La vida del barrio, la calle y los amigos, el Conservatorio Nacional de Música y sus profesores, la disciplina y, también, la indisciplina, son algunos de los elementos que configuraron el oficio de Armando Rosas, que hoy, a las siete de la noche, celebra 30 años en la música con un concierto en el Teatro de la Ciudad Esperanza Iris.
Es la gran fiesta del compositor y cantante, que inició su carrera discográfica con Tocata, fuga y apañón (Ediciones Pentagrama, 1987), en el que participó la Camerata Rupestre, incluye la aparición del álbum El oficio mío (Ediciones Pentagrama, 2017). En él participan músicos de diversos géneros, como el chelista Javier Platas Jaramillo, las cantantes Georgina Meneses y Malena Durán, los pianistas Astrid Morales y Baldomero Jiménez, el multiinstrumentista Ernesto Anaya, y los contrabajistas Mario Cortés y
José Luis Montiel, entre otros.
Rosas se autodefine como “un compositor que ha admirado a otros compositores que son capaces de enfrentarse a diferentes géneros y siempre salen airosos. Por ejemplo, Agustín Lara hacía un tango, un bolero o un pasodoble, y siempre obtenía buenos resultados. Mi admiración también para los compositores que se manejaron dentro del mundo de la música popular y mantuvieron un pie en la academia. Por ejemplo, Mario Kuri Aldana, de quien todos conocemos su bolero ‘Página blanca’, pero por otro lado hizo mucha música sinfónica”.

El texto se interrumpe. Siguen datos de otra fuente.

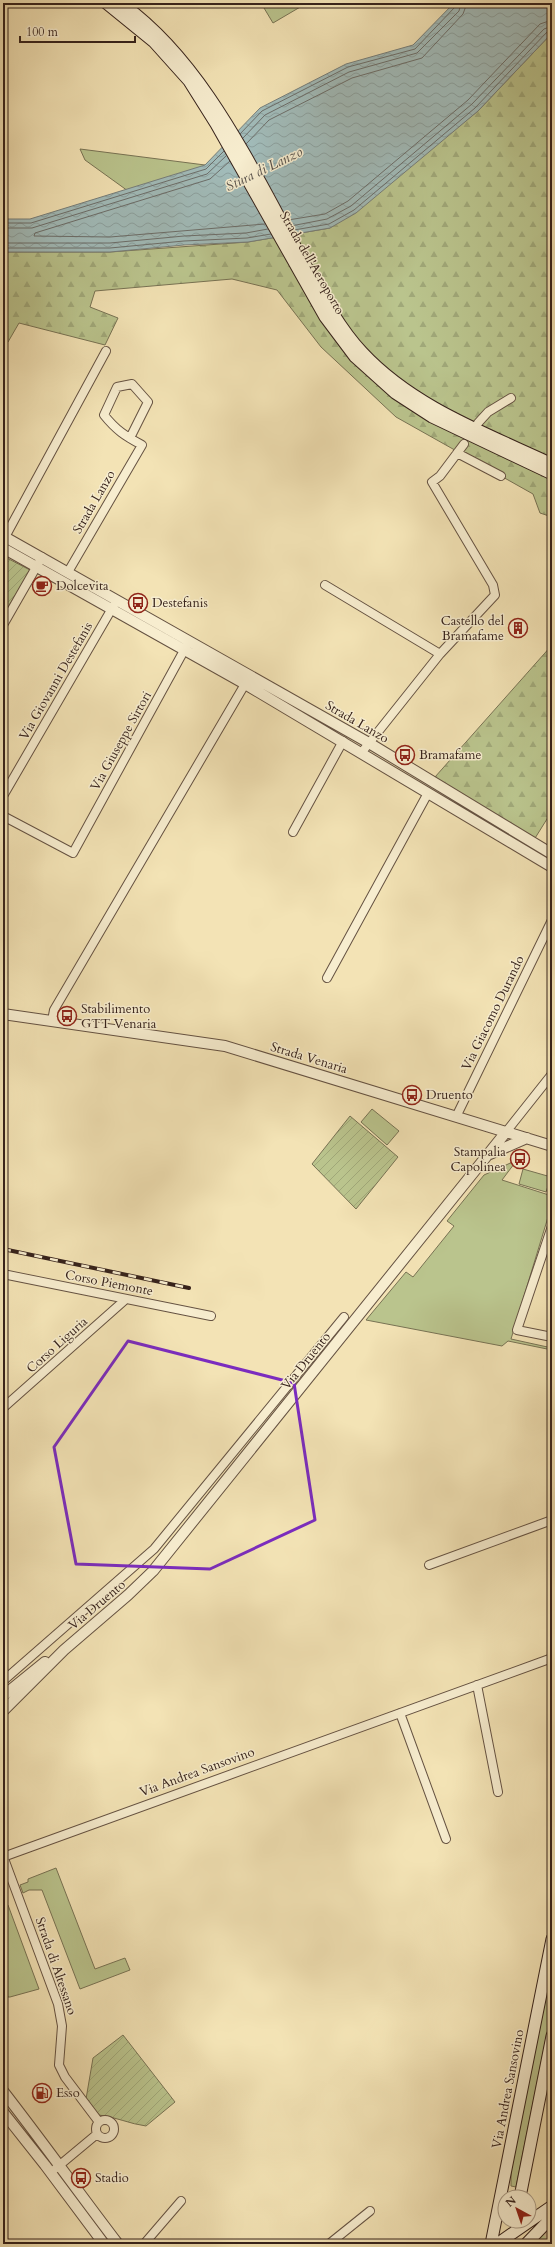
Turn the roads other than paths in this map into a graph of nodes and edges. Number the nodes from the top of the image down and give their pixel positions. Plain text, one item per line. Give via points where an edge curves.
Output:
1 (106, 3) edge
2 (121, 3) edge
3 (304, 273) junction
4 (106, 351) dead end
5 (511, 398) dead end
6 (478, 423) dead end
7 (130, 438) junction
8 (464, 444) dead end
9 (457, 453) junction
10 (552, 464) edge
11 (552, 474) edge
12 (501, 476) dead end
13 (4, 536) edge
14 (3, 548) edge
15 (42, 557) junction
16 (36, 568) junction
17 (68, 572) junction
18 (325, 585) dead end
19 (117, 599) junction
20 (111, 609) junction
21 (3, 625) edge
22 (190, 641) junction
23 (184, 650) junction
24 (440, 654) junction
25 (247, 680) junction
26 (343, 741) junction
27 (369, 743) junction
28 (362, 752) junction
29 (428, 793) junction
30 (3, 796) edge
31 (3, 816) edge
32 (293, 832) dead end
33 (552, 854) edge
34 (552, 867) edge
35 (552, 920) edge
36 (327, 978) dead end
37 (3, 1014) edge
38 (52, 1021) junction
39 (552, 1074) edge
40 (456, 1117) junction
41 (506, 1132) junction
42 (527, 1138) junction
43 (552, 1146) edge
44 (488, 1155) junction
45 (552, 1226) edge
46 (3, 1274) edge
47 (126, 1299) junction
48 (211, 1316) dead end
49 (344, 1317) dead end
50 (552, 1337) edge
51 (3, 1408) edge
52 (552, 1520) edge
53 (154, 1549) junction
54 (164, 1558) junction
55 (428, 1565) dead end
56 (64, 1650) junction
57 (552, 1658) edge
58 (3, 1681) edge
59 (477, 1685) junction
60 (3, 1696) edge
61 (5, 1706) edge
62 (400, 1713) junction
63 (498, 1792) dead end
64 (446, 1839) dead end
65 (3, 1857) edge
66 (552, 1939) edge
67 (552, 2036) edge
68 (3, 2090) edge
69 (3, 2112) edge
70 (99, 2122) junction
71 (97, 2134) junction
72 (60, 2164) junction
73 (51, 2172) junction
74 (522, 2189) edge
75 (181, 2201) dead end
76 (552, 2206) edge
77 (370, 2211) dead end
78 (552, 2217) edge
79 (513, 2229) edge
80 (511, 2239) edge
81 (104, 2244) edge
82 (118, 2244) edge
83 (144, 2244) edge
84 (329, 2244) edge
85 (491, 2244) edge
86 (497, 2244) edge
87 (505, 2244) edge
88 (526, 2244) edge

1 - 3 main road, Strada dell'Aeroporto via 154,42 189,81
2 - 3 main road, Strada dell'Aeroporto via 152,27 197,79 224,120
3 - 10 main road, Strada dell'Aeroporto via 362,352 402,388 436,409
3 - 11 main road, Strada dell'Aeroporto via 325,317 355,357 395,393 432,417
4 - 13 street
5 - 6 street via 488,412
7 - 7 street via 118,432 104,415 117,387 132,384 148,402
7 - 17 street, Strada Lanzo via 142,445
8 - 9 street
9 - 12 street
9 - 24 street via 432,482 493,585 495,595
13 - 15 street, Strada Lanzo
14 - 16 street, Strada Lanzo
15 - 16 street
15 - 17 street, Strada Lanzo
16 - 20 street, Strada Lanzo
16 - 21 street
17 - 19 street, Strada Lanzo
18 - 24 street
19 - 20 street, Via Giovanni Destefanis
19 - 22 street, Strada Lanzo
20 - 23 street, Strada Lanzo
20 - 30 street, Via Giovanni Destefanis
22 - 23 street, Via Giuseppe Sirtori
22 - 25 street, Strada Lanzo
23 - 25 street, Strada Lanzo
23 - 31 street, Via Giuseppe Sirtori via 73,853
24 - 27 street
25 - 26 street, Strada Lanzo
25 - 27 street, Strada Lanzo
25 - 38 street via 54,1010
26 - 28 street, Strada Lanzo
26 - 32 street, Strada Lanzo
27 - 28 street
27 - 33 street, Strada Lanzo
28 - 29 street, Strada Lanzo
29 - 34 street, Strada Lanzo
29 - 36 street
35 - 40 street, Via Giacomo Durando
37 - 38 street, Strada Venaria
38 - 40 street, Strada Venaria via 225,1046
39 - 41 street, Via Druento
40 - 41 street, Strada Venaria
41 - 42 street, Strada Venaria
41 - 44 street, Via Druento
42 - 43 street, Strada Venaria
42 - 44 street
44 - 54 street, Via Druento
45 - 50 street via 517,1330
46 - 47 street, Corso Piemonte
47 - 48 street, Corso Piemonte
47 - 51 street, Corso Liguria
49 - 53 street, Via Druento
52 - 55 street
53 - 54 street
53 - 58 street, Via Druento
54 - 56 street, Via Druento via 128,1596
56 - 60 street, Via Druento via 31,1671
56 - 61 street, Via Druento
57 - 59 street, Via Andrea Sansovino
59 - 62 street, Via Andrea Sansovino
59 - 63 street
62 - 64 street
62 - 65 street, Via Andrea Sansovino
65 - 70 street, Strada di Altessano via 58,2004 62,2026 59,2065
66 - 85 main road, Via Andrea Sansovino
67 - 74 main road
68 - 72 street
69 - 73 street
70 - 71 street
70 - 71 street, Strada di Altessano via 107,2120 114,2129 107,2138
71 - 72 street
72 - 73 street
72 - 82 street
73 - 81 street
75 - 83 street
76 - 80 main road
77 - 84 street
78 - 88 main road
79 - 80 main road
80 - 86 main road
80 - 87 street

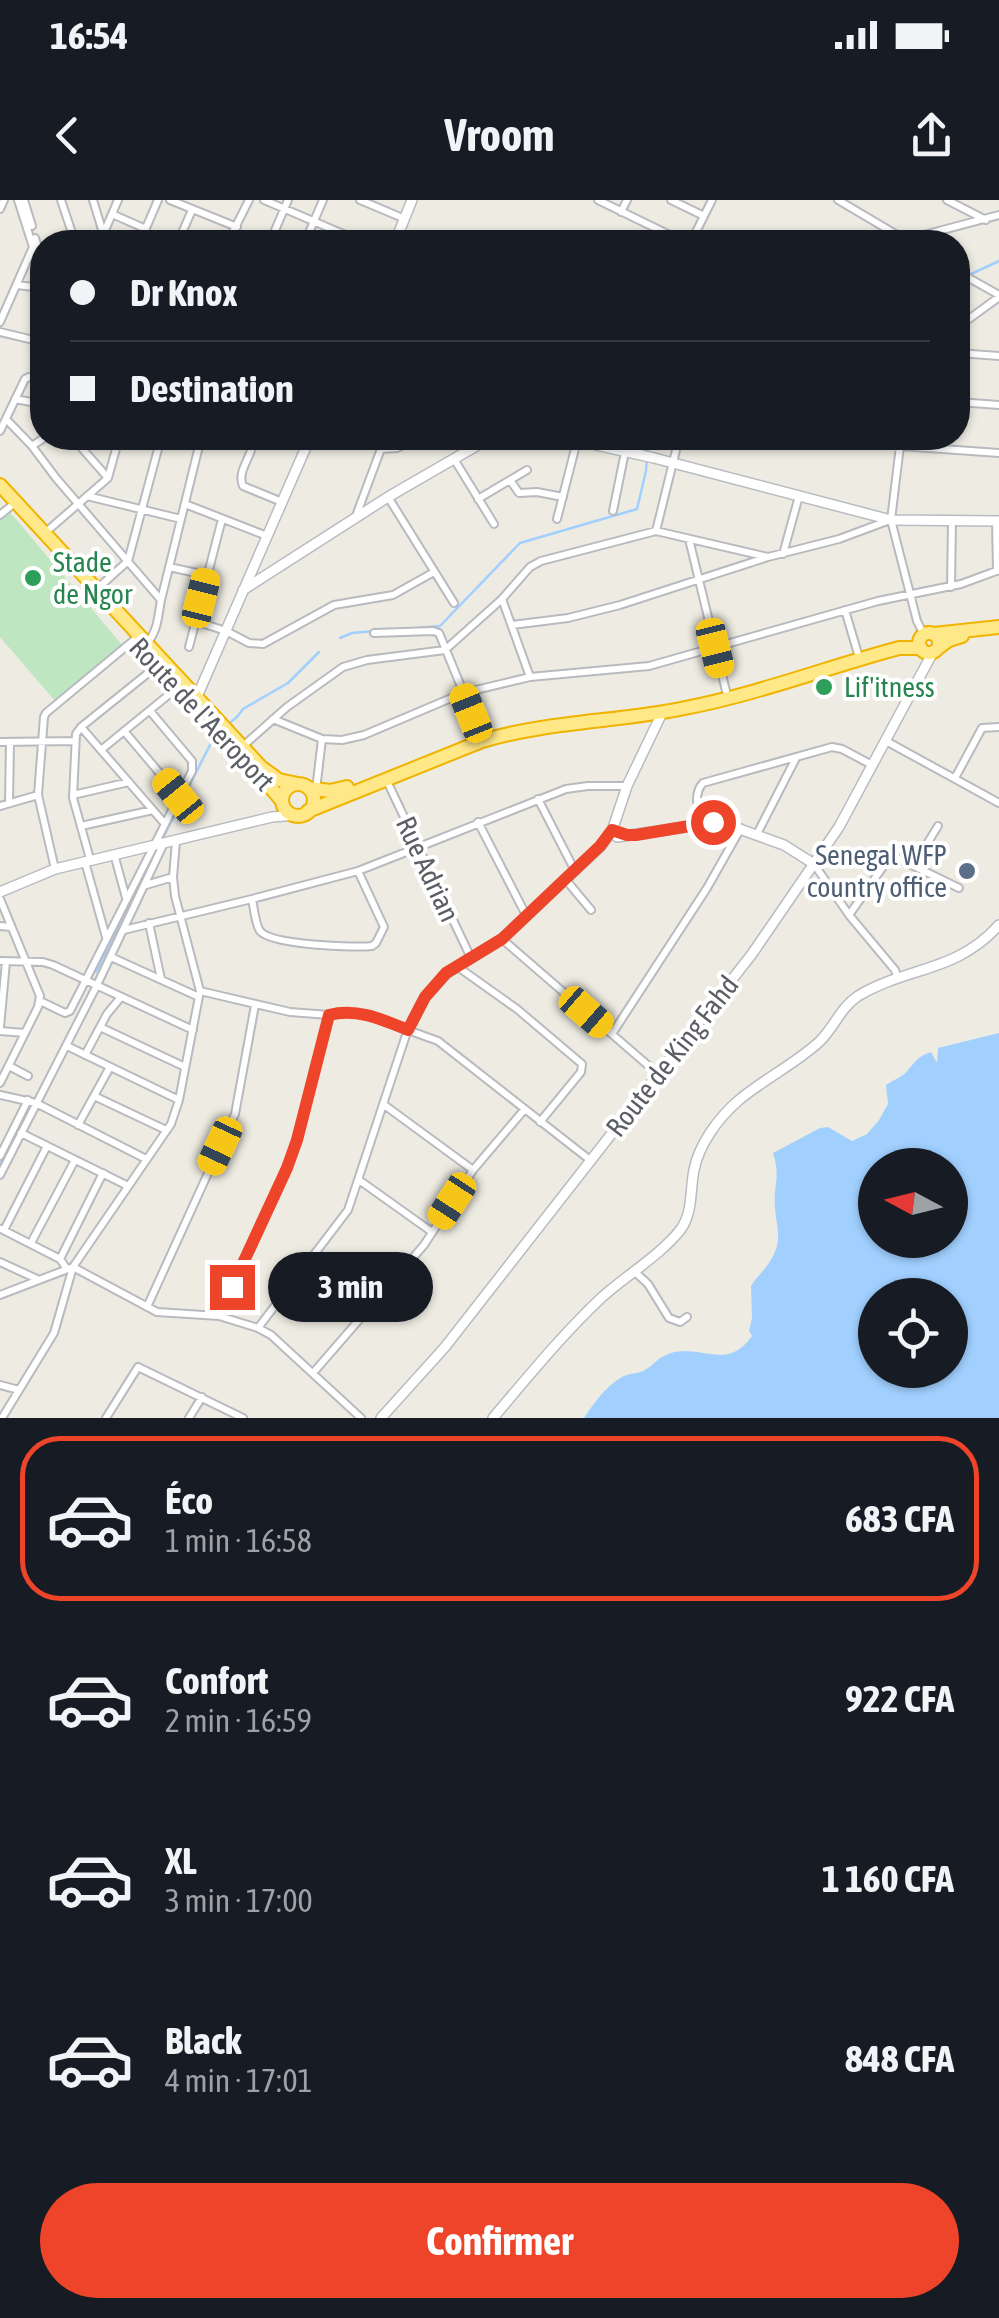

¿Cómo fue tu formación musical?
Tuve la suerte de escuchar muchísima música. Primero la música que abrevas de niño en el barrio —nací en la colonia Doctores y después viví en la Obrera y en la Tránsito—, como la Sonora Santanera y los tríos, que es lo que se escuchaba en las posadas y en cualquier festejo. Después vino mi encuentro con la gran música en el Conservatorio, con autores como Stravinski, Piazzolla y Bach, pasando por guitarristas con Leo Brouwer. Eso también me marcó. Finalmente, mi forma de entender el mundo de la música tiene todas esas variables.
¿De quién te nutriste como letrista?
Soy admirador de Álvaro Carrillo y desde luego de José Alfredo Jiménez. Sigo sobre todo de aquellos músicos que hacen un buen texto, pero también hacen una buena melodía. Las grandes canciones son aquellas que han sido acompañadas de grandes melodías. Por ejemplo, “Bésame mucho”, de Consuelito Velázquez: un buen texto, pero lo que la hace universal es su genialidad melódica. Yo pongo atención a que la melodía esté bien construida, que se desarrolle y tenga un clímax.
¿Cómo surgió “El oficio mío”?
Coincidió con los 30 años de la aparición de Tocata, fuga y apañón, que se editó en 1987. Fue un disco un poco accidentado, porque inicialmente iba a ser producido por un estadunidense conocedor de la música mexicana. Hicimos maquetas, pero no llegamos a nada. Entonces decidí, como siempre, emprender la producción por mi cuenta, así que de San Francisco se fue a Ciudad Neza —como diría Rafael Catana, “una polvareda me lleva a Ciudad Neza”—, y ahí arrancó por segunda ocasión.
Es un disco grabado en distintas geografías.
Sí, la amistad lo fue llevando lejos. Se fue a Mérida, gracias a la hospitalidad de la cantante Malena Durán; luego de obligado paso por el Distrito Federal, concluyó, por invitación de José Luis Montiel, en Amberes, Bélgica donde se grabó la última parte. Así se fue conformando el disco, siguiendo esa ruta de invitaciones de amigos.
¿Qué camino tomaron las canciones con estas colaboraciones?
Cada estudio les dio su propio sabor y, en algunos casos, cada productor las llevó por el camino que creyeron pertinente. Por ejemplo, José Luis Montiel hizo un bolero que de repente se va para la salsa, que es lo suyo. En el caso de “Después de todo”, rola que produjo Pepe Torres, se la llevó hasta el tango, mientras que otra se fue al son veracruzano... Es un disco que, tras su atormentado principio, gocé mucho.
¿Cuál es la misión del artista?
Tenemos que comunicarnos con nuestro público. No soy de la idea de ser complaciente, y este disco lo es muy poco: no es atractivo como mercancía. El disco viaja por muchos géneros y pasa por la música de concierto. Es la ventaja de la independencia: hacer exactamente lo que te viene en gana. Finalmente, cuando dominas el oficio puedes salir airoso después de meterte en camisa de once varas.